Getting the dating right matters. In one study, 40 percent of women who received a first-trimester ultrasound had their estimated due date adjusted by more than five days compared to what their last period suggested. A discrepancy of even a few days can determine whether you fall within or outside a legal or clinical cutoff. If you’re unsure of your dates, an early ultrasound gives you the most reliable number to work with.

Later Abortions and Medical Exceptions

Abortions after 20 or 21 weeks are uncommon, making up a small fraction of all procedures. Many occur because of serious fetal anomalies detected on anatomy scans (typically done around 18 to 20 weeks) or because of maternal health conditions that make continuing the pregnancy dangerous.

Most states with gestational limits include exceptions for medical emergencies or conditions that threaten the pregnant person’s life. Some states define medical necessity narrowly, limited to situations where the person faces death. Others take a broader view, allowing physicians to consider physical, emotional, and psychological factors. The definition varies widely by state, and physicians sometimes hesitate to act even in emergencies because the legal language is vague.

People who receive a devastating fetal diagnosis at 20 weeks and live in a state with a ban may face the added burden of arranging travel and funding for care hundreds or thousands of miles away, all within a shrinking window of time. This is one reason advocacy organizations and clinic funds exist specifically to help people navigating later procedures.

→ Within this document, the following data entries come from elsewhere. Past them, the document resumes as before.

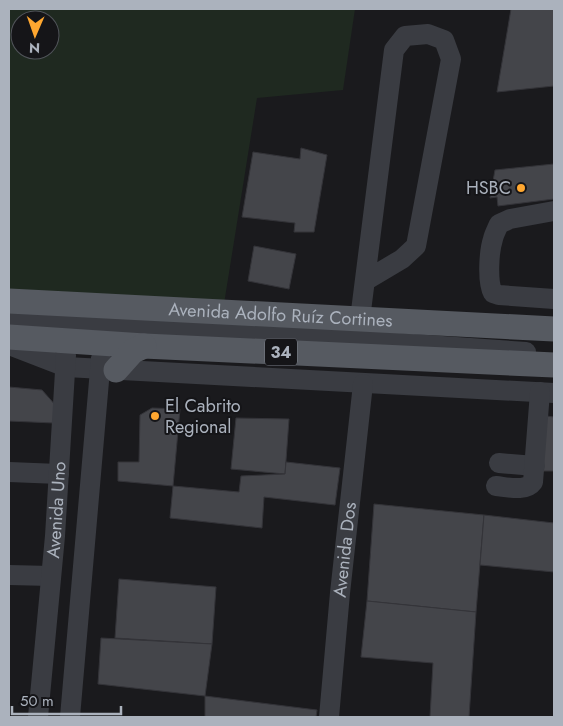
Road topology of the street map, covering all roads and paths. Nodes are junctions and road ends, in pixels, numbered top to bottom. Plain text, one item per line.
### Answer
1 (554, 211) edge
2 (365, 280) junction
3 (554, 299) edge
4 (9, 300) edge
5 (9, 312) edge
6 (9, 317) edge
7 (360, 319) junction
8 (67, 320) junction
9 (104, 322) junction
10 (554, 329) edge
11 (9, 337) edge
12 (554, 342) edge
13 (9, 345) edge
14 (144, 346) junction
15 (554, 354) edge
16 (554, 365) edge
17 (66, 367) junction
18 (108, 370) junction
19 (363, 384) junction
20 (547, 393) edge
21 (499, 463) dead end
22 (535, 466) junction
23 (9, 472) edge
24 (59, 474) junction
25 (496, 486) dead end
26 (55, 536) junction
27 (86, 538) junction
28 (9, 575) edge
29 (51, 576) junction
30 (38, 717) edge
31 (70, 717) edge
32 (329, 717) edge

1 - 3 street
2 - 2 street
2 - 7 street
4 - 8 main road, Avenida Adolfo Ruíz Cortines / 34
5 - 8 street
6 - 8 street
7 - 9 main road, Avenida Adolfo Ruíz Cortines / 34
7 - 10 main road, Avenida Adolfo Ruíz Cortines / 34
8 - 9 main road, Avenida Adolfo Ruíz Cortines / 34
8 - 9 main road, Avenida Adolfo Ruíz Cortines / 34
8 - 11 main road, Avenida Adolfo Ruíz Cortines / 34
8 - 17 street, Avenida Uno
9 - 12 street
9 - 14 main road, Avenida Adolfo Ruíz Cortines / 34
9 - 15 street
9 - 18 street, Avenida Uno
13 - 17 street
14 - 16 main road, Avenida Adolfo Ruíz Cortines / 34
14 - 18 main road
17 - 18 street
17 - 24 street, Avenida Uno
18 - 19 street
18 - 27 street, Avenida Uno
19 - 20 street
19 - 32 street, Avenida Dos
20 - 22 street
21 - 22 street
22 - 25 street
23 - 24 street
24 - 26 street, Avenida Uno
26 - 27 street
26 - 29 street, Avenida Uno
27 - 31 street, Avenida Uno
28 - 29 street
29 - 30 street, Avenida Uno

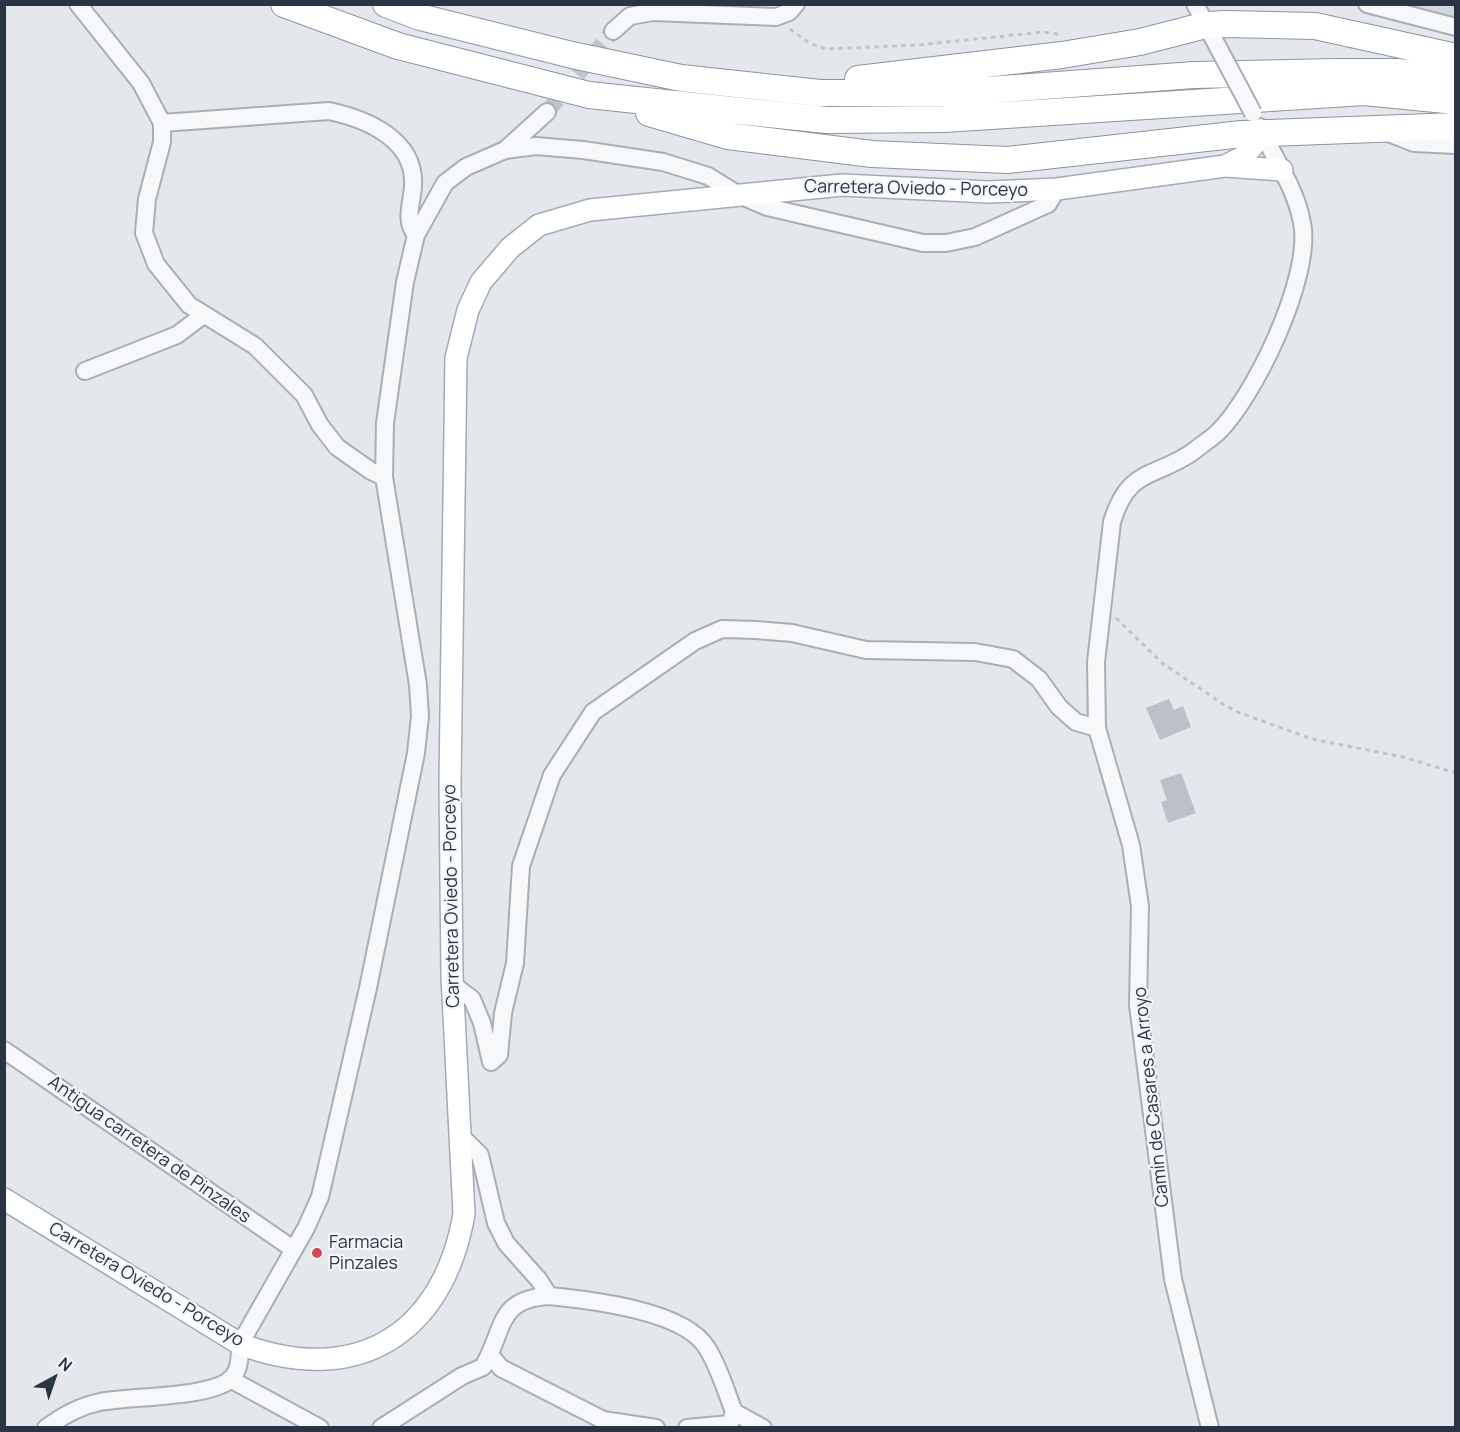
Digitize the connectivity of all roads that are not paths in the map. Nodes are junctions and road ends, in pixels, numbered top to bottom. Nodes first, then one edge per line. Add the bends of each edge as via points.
1 (78, 4) edge
2 (284, 4) edge
3 (386, 4) edge
4 (795, 4) edge
5 (1367, 4) edge
6 (1201, 15) edge
7 (1455, 27) edge
8 (613, 31) tunnel mouth
9 (1455, 57) edge
10 (681, 78) junction
11 (1455, 79) edge
12 (589, 94) junction
13 (1455, 100) edge
14 (547, 112) tunnel mouth
15 (162, 123) junction
16 (1258, 123) junction
17 (1455, 126) edge
18 (1374, 128) junction
19 (1455, 145) edge
20 (506, 150) junction
21 (1226, 166) junction
22 (1282, 170) junction
23 (1057, 189) junction
24 (739, 195) junction
25 (417, 235) junction
26 (202, 316) junction
27 (85, 371) dead end
28 (384, 477) junction
29 (1097, 728) junction
30 (452, 984) junction
31 (4, 1050) edge
32 (462, 1137) junction
33 (4, 1199) edge
34 (293, 1249) junction
35 (549, 1296) junction
36 (240, 1344) junction
37 (490, 1355) junction
38 (230, 1379) junction
39 (734, 1412) junction
40 (46, 1428) edge
41 (320, 1428) edge
42 (381, 1428) edge
43 (656, 1428) edge
44 (687, 1428) edge
45 (763, 1428) edge
46 (1210, 1428) edge

1 - 15 street via 141,83
2 - 12 highway via 398,46
3 - 10 highway via 478,32
4 - 8 street via 779,16 653,12 630,16
5 - 7 street
6 - 9 highway via 1315,26
6 - 10 highway via 1140,42 1062,55 850,80
6 - 16 street, Camín de Casares a Arroyo, bridge
10 - 11 highway via 820,93 948,93 1194,75 1398,72
12 - 13 highway via 826,120 944,119 1364,92
12 - 16 highway via 728,136 872,154 1008,160
14 - 20 street
15 - 25 street via 329,111 352,116 398,144 412,164 409,214
15 - 26 street via 162,142 147,199 144,233 156,264
16 - 18 highway
16 - 21 main road, Carretera Oviedo - Porceyo via 1243,156
16 - 22 street, Camín de Casares a Arroyo
17 - 18 highway
18 - 19 street via 1414,144
20 - 24 street via 536,146 663,162 708,176
20 - 25 street via 466,167 445,183
21 - 22 main road, Carretera Oviedo - Porceyo
21 - 23 main road, Carretera Oviedo - Porceyo
22 - 29 street, Camín de Casares a Arroyo via 1297,202 1303,248 1294,294 1246,393 1217,434 1187,456 1132,483 1117,503 1096,662
23 - 24 main road, Carretera Oviedo - Porceyo via 989,192 842,185
23 - 24 street, Carretera Oviedo - Porceyo via 1048,204 975,237 946,243 903,240 766,207
24 - 30 main road, Carretera Oviedo - Porceyo via 590,210 539,225 510,248 481,282 468,310 456,358 450,783
25 - 28 street via 405,282 385,423
26 - 27 street via 177,335
26 - 28 street via 255,346 304,395 337,447
28 - 34 street via 418,685 416,753 320,1197
29 - 30 street via 1076,722 1059,707 1039,679 1013,659 975,651 866,650 792,633 722,629 695,641 593,712 552,775 521,866 515,963 503,1013 499,1055 491,1062 472,999
29 - 46 street, Camín de Casares a Arroyo via 1132,855 1140,906 1138,1005 1173,1279
30 - 32 main road, Carretera Oviedo - Porceyo
31 - 34 street, Antigua carretera de Pinzales
32 - 35 street via 480,1155 496,1223 506,1243
32 - 36 main road, Carretera Oviedo - Porceyo via 464,1214 459,1248 435,1298 414,1322 391,1339 339,1360 272,1356
33 - 36 main road, Carretera Oviedo - Porceyo
34 - 36 street
35 - 37 street via 527,1297 505,1315
35 - 39 street via 601,1301 681,1325 706,1346
36 - 38 street via 240,1362
37 - 42 street via 483,1367 462,1376
37 - 43 street via 501,1368 603,1420
38 - 40 street via 195,1393 97,1402 64,1415
38 - 41 street
39 - 44 street via 730,1424
39 - 45 street

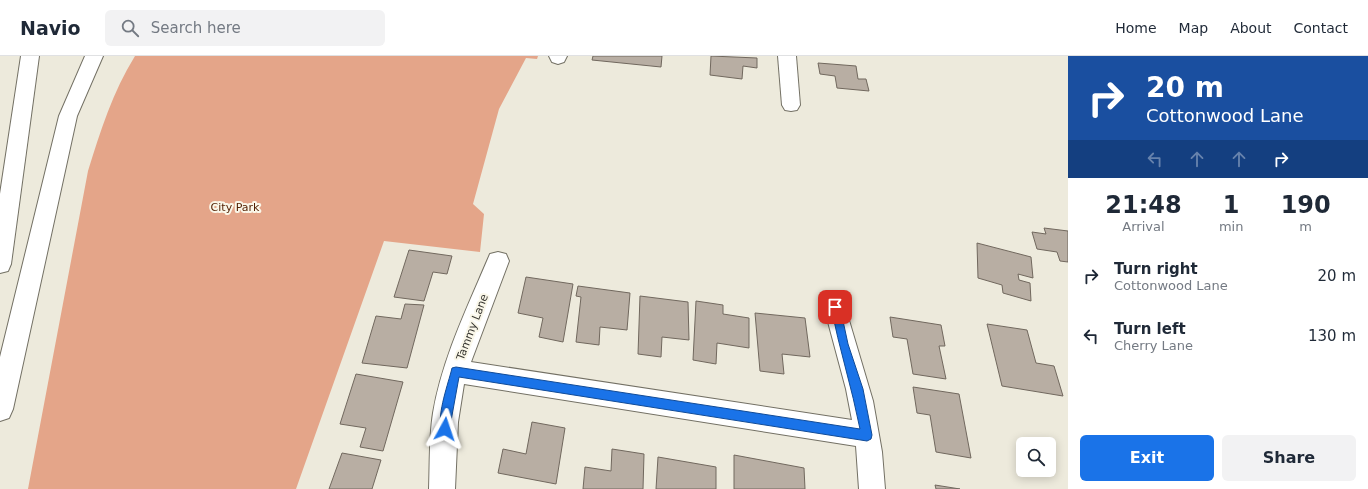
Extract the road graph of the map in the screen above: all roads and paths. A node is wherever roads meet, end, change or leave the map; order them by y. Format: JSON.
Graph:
{"nodes":[{"id":1,"x":30,"y":56,"type":"edge"},
{"id":2,"x":94,"y":56,"type":"edge"},
{"id":3,"x":787,"y":56,"type":"edge"},
{"id":4,"x":791,"y":105,"type":"dead end"},
{"id":5,"x":498,"y":261,"type":"dead end"},
{"id":6,"x":0,"y":264,"type":"edge"},
{"id":7,"x":835,"y":307,"type":"dead end"},
{"id":8,"x":456,"y":372,"type":"junction"},
{"id":9,"x":0,"y":408,"type":"edge"},
{"id":10,"x":867,"y":435,"type":"junction"},
{"id":11,"x":442,"y":489,"type":"edge"},
{"id":12,"x":872,"y":489,"type":"edge"}],
"edges":[{"from":1,"to":6,"type":"main road"},
{"from":2,"to":9,"type":"main road"},
{"from":3,"to":4,"type":"main road"},
{"from":5,"to":8,"type":"main road","name":"Tammy Lane"},
{"from":7,"to":10,"type":"main road"},
{"from":8,"to":10,"type":"main road"},
{"from":8,"to":11,"type":"main road","name":"Tammy Lane"},
{"from":10,"to":12,"type":"main road"}]}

Practical Steps if You’re Counting the Clock

If you think you might be pregnant and are considering abortion, the most useful thing you can do is confirm the pregnancy and establish your gestational age as soon as possible. A home pregnancy test is accurate from the first day of a missed period. From there, look up the current law in your state, because that determines your actual timeline more than any medical guideline.

If you’re early enough for medication abortion (under 10 weeks), telehealth services can sometimes get pills to you within days in states where it’s legal. If you’re further along, you’ll need to identify a clinic that offers surgical care at your gestational age, which may require travel. The earlier you start this process, the more options remain available and the simpler and less expensive the procedure tends to be.